Paper for College Postgraduate Studies Committee, 5 May 2010

Modern Language Training for PG Students in HSS

BACKGROUND

A recently-commissioned British Academy report, Language matters (2009) makes the following recommendations (these are quoted directly from the report):

·  There should be a language requirement (or proven levels of competence) for university entry, or universities should ensure that students at least leave with a language qualification (i.e., apart from a single first language).

·  Individual HSS university departments should (if appropriate to the degree programme) make provision for language learning for their students.

·  Universities should ensure that they provide language training to meet the needs of their researchers.

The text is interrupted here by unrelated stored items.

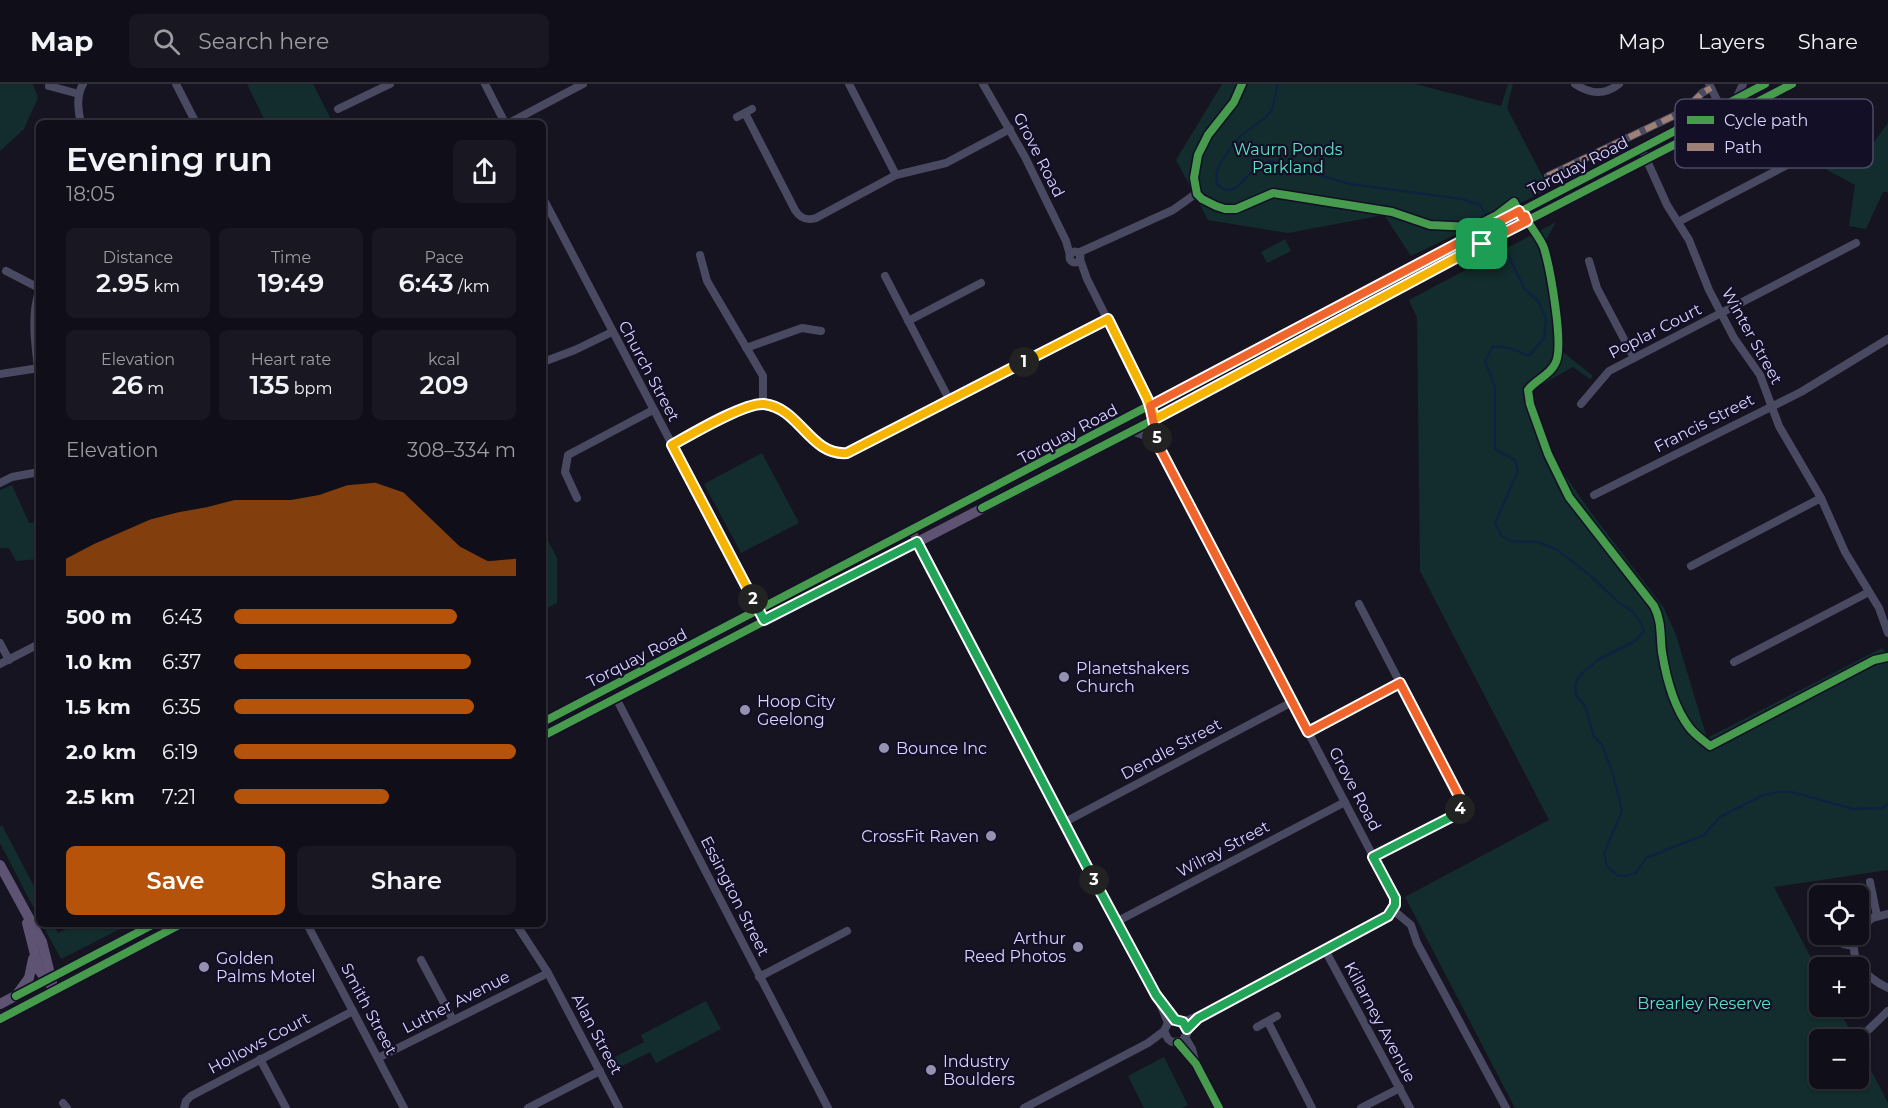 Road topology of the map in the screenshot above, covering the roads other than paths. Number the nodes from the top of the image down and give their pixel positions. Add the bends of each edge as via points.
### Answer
1 (83, 84) edge
2 (176, 84) edge
3 (390, 84) edge
4 (485, 84) edge
5 (583, 84) edge
6 (849, 84) edge
7 (983, 84) edge
8 (1575, 84) edge
9 (1619, 84) edge
10 (1743, 84) edge
11 (1765, 84) edge
12 (1792, 84) edge
13 (49, 86) dead end
14 (1710, 86) edge
15 (79, 94) junction
16 (1696, 99) edge
17 (1736, 99) joint
18 (1763, 99) edge
19 (338, 109) dead end
20 (744, 113) dead end
21 (1675, 115) edge
22 (80, 120) edge
23 (194, 120) edge
24 (505, 120) edge
25 (513, 120) edge
26 (1010, 129) junction
27 (1675, 130) edge
28 (1675, 144) edge
29 (1641, 148) junction
30 (1646, 159) junction
31 (1781, 168) edge
32 (896, 175) junction
33 (1548, 176) dead end
34 (1194, 195) dead end
35 (546, 204) edge
36 (1678, 222) junction
37 (1856, 243) dead end
38 (700, 255) dead end
39 (1076, 257) junction
40 (1589, 261) dead end
41 (6, 271) dead end
42 (885, 276) dead end
43 (981, 282) dead end
44 (36, 287) edge
45 (36, 300) edge
46 (1721, 313) junction
47 (1108, 319) junction
48 (908, 321) junction
49 (821, 331) dead end
50 (612, 332) junction
51 (1888, 339) edge
52 (746, 348) junction
53 (36, 350) edge
54 (1634, 358) junction
55 (546, 361) edge
56 (36, 368) edge
57 (0, 374) edge
58 (950, 401) junction
59 (763, 404) junction
60 (1581, 404) dead end
61 (1773, 405) junction
62 (1150, 406) junction
63 (653, 410) junction
64 (1155, 419) junction
65 (1131, 431) junction
66 (672, 445) junction
67 (1159, 447) junction
68 (36, 473) edge
69 (0, 483) edge
70 (1594, 495) dead end
71 (577, 498) dead end
72 (1821, 498) junction
73 (912, 531) junction
74 (917, 542) junction
75 (1691, 566) dead end
76 (1869, 592) junction
77 (1359, 604) dead end
78 (762, 616) junction
79 (1888, 633) edge
80 (0, 643) edge
81 (36, 646) edge
82 (9, 660) junction
83 (1734, 662) dead end
84 (0, 664) edge
85 (1400, 683) junction
86 (616, 698) junction
87 (1292, 702) junction
88 (546, 722) edge
89 (1308, 732) junction
90 (546, 734) edge
91 (1344, 802) junction
92 (1064, 823) junction
93 (1373, 857) junction
94 (0, 865) edge
95 (1870, 882) dead end
96 (1393, 910) junction
97 (1888, 914) edge
98 (1877, 916) junction
99 (1869, 921) edge
100 (1116, 922) junction
101 (148, 927) edge
102 (176, 927) edge
103 (309, 927) edge
104 (518, 927) edge
105 (847, 931) dead end
106 (37, 944) junction
107 (1849, 945) edge
108 (1853, 946) joint
109 (1325, 950) junction
110 (1856, 957) edge
111 (421, 960) dead end
112 (68, 968) junction
113 (548, 973) junction
114 (759, 977) junction
115 (1869, 977) edge
116 (49, 978) junction
117 (1888, 988) edge
118 (53, 992) junction
119 (16, 996) junction
120 (40, 998) junction
121 (0, 1004) edge
122 (353, 1011) junction
123 (1888, 1011) edge
124 (1277, 1016) dead end
125 (0, 1019) edge
126 (453, 1020) junction
127 (1268, 1022) junction
128 (1257, 1027) dead end
129 (1869, 1029) edge
130 (1176, 1031) junction
131 (378, 1058) junction
132 (261, 1059) junction
133 (600, 1071) junction
134 (1400, 1088) junction
135 (184, 1108) edge
136 (286, 1108) edge
137 (404, 1108) edge
138 (528, 1108) edge
139 (619, 1108) edge
140 (828, 1108) edge
141 (1024, 1108) edge
142 (1219, 1108) edge
143 (1312, 1108) edge
144 (1361, 1108) edge
145 (1410, 1108) edge
146 (1506, 1108) edge

1 - 15 street
2 - 23 street
3 - 19 street
4 - 24 street
5 - 25 street
6 - 32 street
7 - 26 street, Grove Road
8 - 9 street via 1596,93
10 - 17 street
11 - 17 main road, Torquay Road
12 - 18 main road, Torquay Road
13 - 15 street
14 - 16 street
15 - 22 street
20 - 32 street via 802,218 814,219
21 - 33 street
26 - 32 street via 946,163
26 - 39 street, Grove Road
27 - 29 main road, Torquay Road
28 - 30 main road, Torquay Road
29 - 30 street, Winter Street
29 - 62 main road, Torquay Road
30 - 36 street, Winter Street
30 - 64 main road, Torquay Road
31 - 36 street
34 - 39 street via 1173,210
35 - 50 street, Church Street
36 - 46 street, Winter Street
37 - 46 street, Poplar Court
38 - 52 street via 707,281
39 - 47 street, Grove Road
40 - 54 street via 1597,288
41 - 44 street
42 - 48 street
43 - 48 street
45 - 53 street
46 - 54 street, Poplar Court
46 - 61 street, Winter Street via 1760,375
47 - 58 street
47 - 62 street, Grove Road
48 - 58 street
49 - 52 street via 802,328
50 - 55 street
50 - 63 street, Church Street
51 - 61 street, Francis Street
52 - 59 street via 763,376
54 - 60 street, Poplar Court via 1609,371
56 - 57 street
58 - 59 street via 863,446 836,454 813,440 791,416
59 - 66 street via 739,410
61 - 70 street, Francis Street
61 - 72 street, Winter Street via 1779,426
62 - 64 street, Grove Road
62 - 73 main road, Torquay Road
63 - 66 street, Church Street
63 - 71 street via 568,455 565,472
64 - 65 main road, Torquay Road
64 - 67 street, Grove Road
65 - 67 street
65 - 74 main road, Torquay Road
66 - 78 street, Church Street
67 - 87 street, Grove Road
68 - 69 street
72 - 75 street
72 - 76 street, Winter Street via 1845,552
73 - 74 street
73 - 78 main road, Torquay Road
74 - 78 main road, Torquay Road
74 - 92 street
76 - 79 street, Winter Street
76 - 83 street
77 - 85 street
78 - 86 main road, Torquay Road
78 - 88 main road, Torquay Road
80 - 82 street
81 - 82 street
82 - 84 street
85 - 89 street
85 - 93 street via 1462,806 1455,815
86 - 90 main road, Torquay Road
86 - 114 street, Essington Street
87 - 89 street, Grove Road
87 - 92 street, Dendle Street
89 - 91 street, Grove Road
91 - 93 street, Grove Road
91 - 100 street, Wilray Street
92 - 100 street
93 - 96 street, Grove Road via 1395,898
94 - 106 main road
95 - 98 street
96 - 109 street
96 - 146 street via 1411,925
97 - 98 street
98 - 99 street
100 - 130 street
101 - 112 main road
102 - 118 main road
103 - 122 street, Smith Street
104 - 113 street, Alan Street
105 - 114 street
106 - 112 main road
106 - 116 main road
106 - 119 main road via 27,982
107 - 108 street
108 - 110 street
109 - 130 street
109 - 134 street, Killarney Avenue
111 - 126 street
112 - 116 main road
113 - 126 street, Luther Avenue
113 - 133 street, Alan Street
114 - 140 street, Essington Street
115 - 117 street
116 - 118 main road
116 - 119 main road
118 - 120 main road
119 - 120 main road via 33,994
119 - 121 main road
120 - 125 main road
122 - 131 street, Smith Street
122 - 132 street, Hollows Court
123 - 129 street
124 - 127 street
126 - 131 street, Luther Avenue
127 - 128 street
127 - 143 street
130 - 141 street
130 - 142 street
131 - 137 street, Smith Street
132 - 135 street, Hollows Court via 189,1098
132 - 136 street
133 - 138 street
133 - 139 street, Alan Street
134 - 144 street
134 - 145 street, Killarney Avenue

·  The AHRC and ESRC should review their training guidelines and their financial support for intensive language courses for their funded postgraduates, with a view to encouraging the development of language training programmes specifically geared to the needs of postgraduate researchers.

An increasing number of PhD candidates are requesting provision in modern languages, with encouragement from their supervisors. They do so for a number of reasons: to widen their research abilities, develop their professional skills, and improve their collaborative abilities for teaching, publication, and research. But in some disciplines or sub-disciplines such as Classics or European History reading knowledge of modern foreign languages is not just a helpful but a vital skill.

CURRENT PROVISION

Given these demands for provision, which are shared across postgraduate programmes in HSS (notably Divinity and Law), Dr Andrew Newman of LLC has very kindly agreed to convene two courses each semester (3 hours per week, in two 1.5 hour slots, for 11 weeks). One course trains students to read French with the aid of a dictionary; the other trains students in German. Each course can accommodate a maximum of just 20 students and requires 14 to run; if there is sufficient demand, both courses are repeated in the second semester. All organisation is done informally, not using MyEd or Wisard—so administrative errors can occur easily.

Spaces in these courses are reserved and payment arranged directly by the PG administrator of each School. If a student drops out or doesn’t show, no refund can be arranged. Tutors are hired on a contractual basis by LLC. The courses commence in Week 2 (terminating beyond Week 11), to allow programmes to promote the courses to the students and to help Dr Newman with room bookings. Instruction is also offered by IALS, but it is more expensive and is designed for conversation and not scholarly skills.

At present, Classics provides Latin and Greek reading-skills courses for credit at four levels, for students from across HCA and HSS. PG students are taught alongside UG students, with a variant means of assessment. There is a wholly PG course in Introductory Latin. Since registration is on Wisard, these courses bring funds into the School; they certainly benefit HSS as a whole.

EVALUATION

From 2009/10, all HCA students who take the LLC courses will complete assessment forms. Anecdotal feedback from students who have completed these LLC-based courses is very positive: these are proper courses designed to train students to read with a dictionary.

However, significant administrative and structural problems remain:

·  Since there is a rigid quota for each class, and there is no central administration, enrolment must be handled internally by each School. If a student withdraws (and this always happens), then the School PG Director or Graduate School administrator must either replace this student with another, or sacrifice both the place and its costs (which are borne by the School). Moreover, since these courses are not taken for credit, Graduate School administrators are routinely not advised of the lost place—so funds and provision are wasted.

·  Only one course is offered in each language, each semester. Each assumes very little knowledge of the language. But the baseline knowledge is normally variable across the class—this makes instruction difficult because some students require remedial tuition beyond the class (which the instructor offered gratis last year) or the more advanced students find that their needs are not adequately supported.

RECOMMENDATIONS

The intellectual, professional, and economic benefits of ensuring proficiency in modern languages are obvious, and the British Academy and funding councils are planning to increase available funding for such provision, especially at the postgraduate levels.

Given the increasing demand from postgraduates, this paper makes the following two recommendations:

1.  The College consider underwriting the provision of the existing modern language training courses in French and German offered by LLC so that they can be made available to all PG students across HSS via Wisard (or EUCLID).

·  These courses should be offered at times advertised well in advance;

·  They should be tailored to various levels of prior expertise (beginners, intermediate, etc.);

·  The risk of LLC incurring a significant financial loss after recruiting staff to teach them should be removed.

This provision should reduce the administrative burden on both the PG Director in LLC, and other PG Directors across HSS, since students can simply be signed up for these courses at the time of registration.

2.  That CPGSC consider at a later date the wider implications of the British Academy’s report, Language matters, for language and skills training for HSS PG students.